“… the primary concern is the growing disharmony, mutual disinterest and even sometimes alienation between American Jewry and the State of Israel”

Many of the characteristics that have ensured the continued survival, resilience, recurring prosperity and leadership of the Jewish people have been compromised in recent decades. Primarily, both in Israel and the U.S., the architecture of the Jewish people as a network of communities organized around powerful community institutions is disintegrating, atomizing our people into households and individuals. Further, we are no longer unique in being worldwide, universally literate and possessing a global legal system. And a global wave of anti-Semitism and the rise of a potentially nuclear Iran cast a dark cloud on the future of many Jews around the world.

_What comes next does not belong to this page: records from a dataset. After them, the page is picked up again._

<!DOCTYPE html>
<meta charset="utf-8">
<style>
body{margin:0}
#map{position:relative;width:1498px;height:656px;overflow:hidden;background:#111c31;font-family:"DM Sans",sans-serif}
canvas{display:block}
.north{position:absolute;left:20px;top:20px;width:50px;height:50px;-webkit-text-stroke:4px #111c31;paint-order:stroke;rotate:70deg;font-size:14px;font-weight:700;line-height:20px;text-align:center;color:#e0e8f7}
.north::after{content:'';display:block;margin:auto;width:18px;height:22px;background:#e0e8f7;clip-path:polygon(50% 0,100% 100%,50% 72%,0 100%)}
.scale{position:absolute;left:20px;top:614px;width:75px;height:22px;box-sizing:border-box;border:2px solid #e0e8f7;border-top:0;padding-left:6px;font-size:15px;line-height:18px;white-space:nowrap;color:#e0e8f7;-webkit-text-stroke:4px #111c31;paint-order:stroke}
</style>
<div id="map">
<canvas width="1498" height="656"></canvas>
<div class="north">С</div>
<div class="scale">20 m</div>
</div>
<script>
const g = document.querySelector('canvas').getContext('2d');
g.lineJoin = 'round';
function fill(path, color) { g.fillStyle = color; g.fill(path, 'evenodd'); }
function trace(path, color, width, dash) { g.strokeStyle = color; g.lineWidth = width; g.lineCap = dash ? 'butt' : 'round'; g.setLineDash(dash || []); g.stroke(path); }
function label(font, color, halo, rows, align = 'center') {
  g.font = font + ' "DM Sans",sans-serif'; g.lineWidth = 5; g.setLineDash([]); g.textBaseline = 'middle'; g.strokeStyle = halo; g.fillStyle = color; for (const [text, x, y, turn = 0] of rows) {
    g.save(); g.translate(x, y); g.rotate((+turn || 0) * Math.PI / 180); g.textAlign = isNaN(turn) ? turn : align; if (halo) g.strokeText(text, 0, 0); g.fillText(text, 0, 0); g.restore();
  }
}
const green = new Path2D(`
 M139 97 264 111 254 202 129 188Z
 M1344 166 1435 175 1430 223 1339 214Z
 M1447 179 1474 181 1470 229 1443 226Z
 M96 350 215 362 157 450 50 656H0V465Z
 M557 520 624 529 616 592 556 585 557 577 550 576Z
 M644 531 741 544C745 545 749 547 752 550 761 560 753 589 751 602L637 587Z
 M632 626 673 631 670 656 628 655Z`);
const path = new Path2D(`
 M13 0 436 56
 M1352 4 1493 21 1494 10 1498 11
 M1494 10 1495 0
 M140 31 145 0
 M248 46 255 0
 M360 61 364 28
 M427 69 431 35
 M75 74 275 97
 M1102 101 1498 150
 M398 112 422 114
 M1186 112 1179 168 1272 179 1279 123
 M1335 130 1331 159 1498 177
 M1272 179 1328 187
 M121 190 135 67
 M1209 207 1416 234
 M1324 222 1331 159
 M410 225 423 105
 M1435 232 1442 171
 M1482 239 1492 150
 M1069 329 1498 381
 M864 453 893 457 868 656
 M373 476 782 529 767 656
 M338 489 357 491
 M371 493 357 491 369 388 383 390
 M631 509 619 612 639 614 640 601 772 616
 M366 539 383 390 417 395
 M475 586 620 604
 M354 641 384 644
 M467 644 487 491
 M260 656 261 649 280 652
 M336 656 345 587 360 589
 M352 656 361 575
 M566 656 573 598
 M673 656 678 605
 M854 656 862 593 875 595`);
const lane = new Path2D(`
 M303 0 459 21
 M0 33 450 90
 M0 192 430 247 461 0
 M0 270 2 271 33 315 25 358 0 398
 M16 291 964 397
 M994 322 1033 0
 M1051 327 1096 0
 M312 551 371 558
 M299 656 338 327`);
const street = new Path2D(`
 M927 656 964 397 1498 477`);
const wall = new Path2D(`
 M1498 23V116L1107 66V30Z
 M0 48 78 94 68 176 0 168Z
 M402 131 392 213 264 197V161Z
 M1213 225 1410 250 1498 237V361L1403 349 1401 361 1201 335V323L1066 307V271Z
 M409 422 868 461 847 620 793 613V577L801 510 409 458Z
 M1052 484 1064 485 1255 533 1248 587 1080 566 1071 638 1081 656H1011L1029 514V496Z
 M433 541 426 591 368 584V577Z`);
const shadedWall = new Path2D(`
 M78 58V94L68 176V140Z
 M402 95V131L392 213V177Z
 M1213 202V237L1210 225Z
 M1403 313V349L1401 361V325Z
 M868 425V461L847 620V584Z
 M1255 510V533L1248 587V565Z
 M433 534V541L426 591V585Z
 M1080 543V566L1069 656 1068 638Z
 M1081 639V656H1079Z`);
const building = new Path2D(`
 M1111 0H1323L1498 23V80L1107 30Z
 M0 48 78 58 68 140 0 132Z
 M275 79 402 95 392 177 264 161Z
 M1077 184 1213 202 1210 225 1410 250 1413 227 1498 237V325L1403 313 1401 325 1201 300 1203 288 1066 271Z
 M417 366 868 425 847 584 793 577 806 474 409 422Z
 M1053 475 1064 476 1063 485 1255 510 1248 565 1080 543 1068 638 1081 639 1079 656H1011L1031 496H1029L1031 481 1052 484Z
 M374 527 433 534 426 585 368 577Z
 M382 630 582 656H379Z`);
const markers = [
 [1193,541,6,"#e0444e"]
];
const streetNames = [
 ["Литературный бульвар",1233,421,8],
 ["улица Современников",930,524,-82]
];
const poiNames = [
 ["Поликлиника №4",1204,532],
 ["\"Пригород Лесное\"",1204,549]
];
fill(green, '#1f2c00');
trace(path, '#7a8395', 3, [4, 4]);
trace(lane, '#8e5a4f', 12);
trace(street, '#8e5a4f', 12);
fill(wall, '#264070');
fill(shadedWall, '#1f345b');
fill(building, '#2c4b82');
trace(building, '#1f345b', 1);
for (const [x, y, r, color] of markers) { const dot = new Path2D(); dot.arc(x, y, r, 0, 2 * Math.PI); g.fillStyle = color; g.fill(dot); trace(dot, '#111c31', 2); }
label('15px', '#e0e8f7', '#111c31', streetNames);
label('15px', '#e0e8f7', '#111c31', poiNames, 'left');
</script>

Nonetheless, the primary concern is the growing disharmony, mutual disinterest and even sometimes alienation between American Jewry and the State of Israel. This worry goes deeper than the sentiments of Israel-fatigue that one encounters across communities and around the USA, which is caused by the permanent fight against the relentless anti-Semitic attacks on Israel’s legitimacy, as well as by the need to deal with Israel’s idiosyncrasies. In fact, the hard reality is that American Jewry and the State of Israel may actually be evolving in different directions, away from each other.

Gidi Grinstein, “Drifting Apart, Coming Together”, Israel Now: A Special Supplement to the Jewish Week (29 May 2015), 20.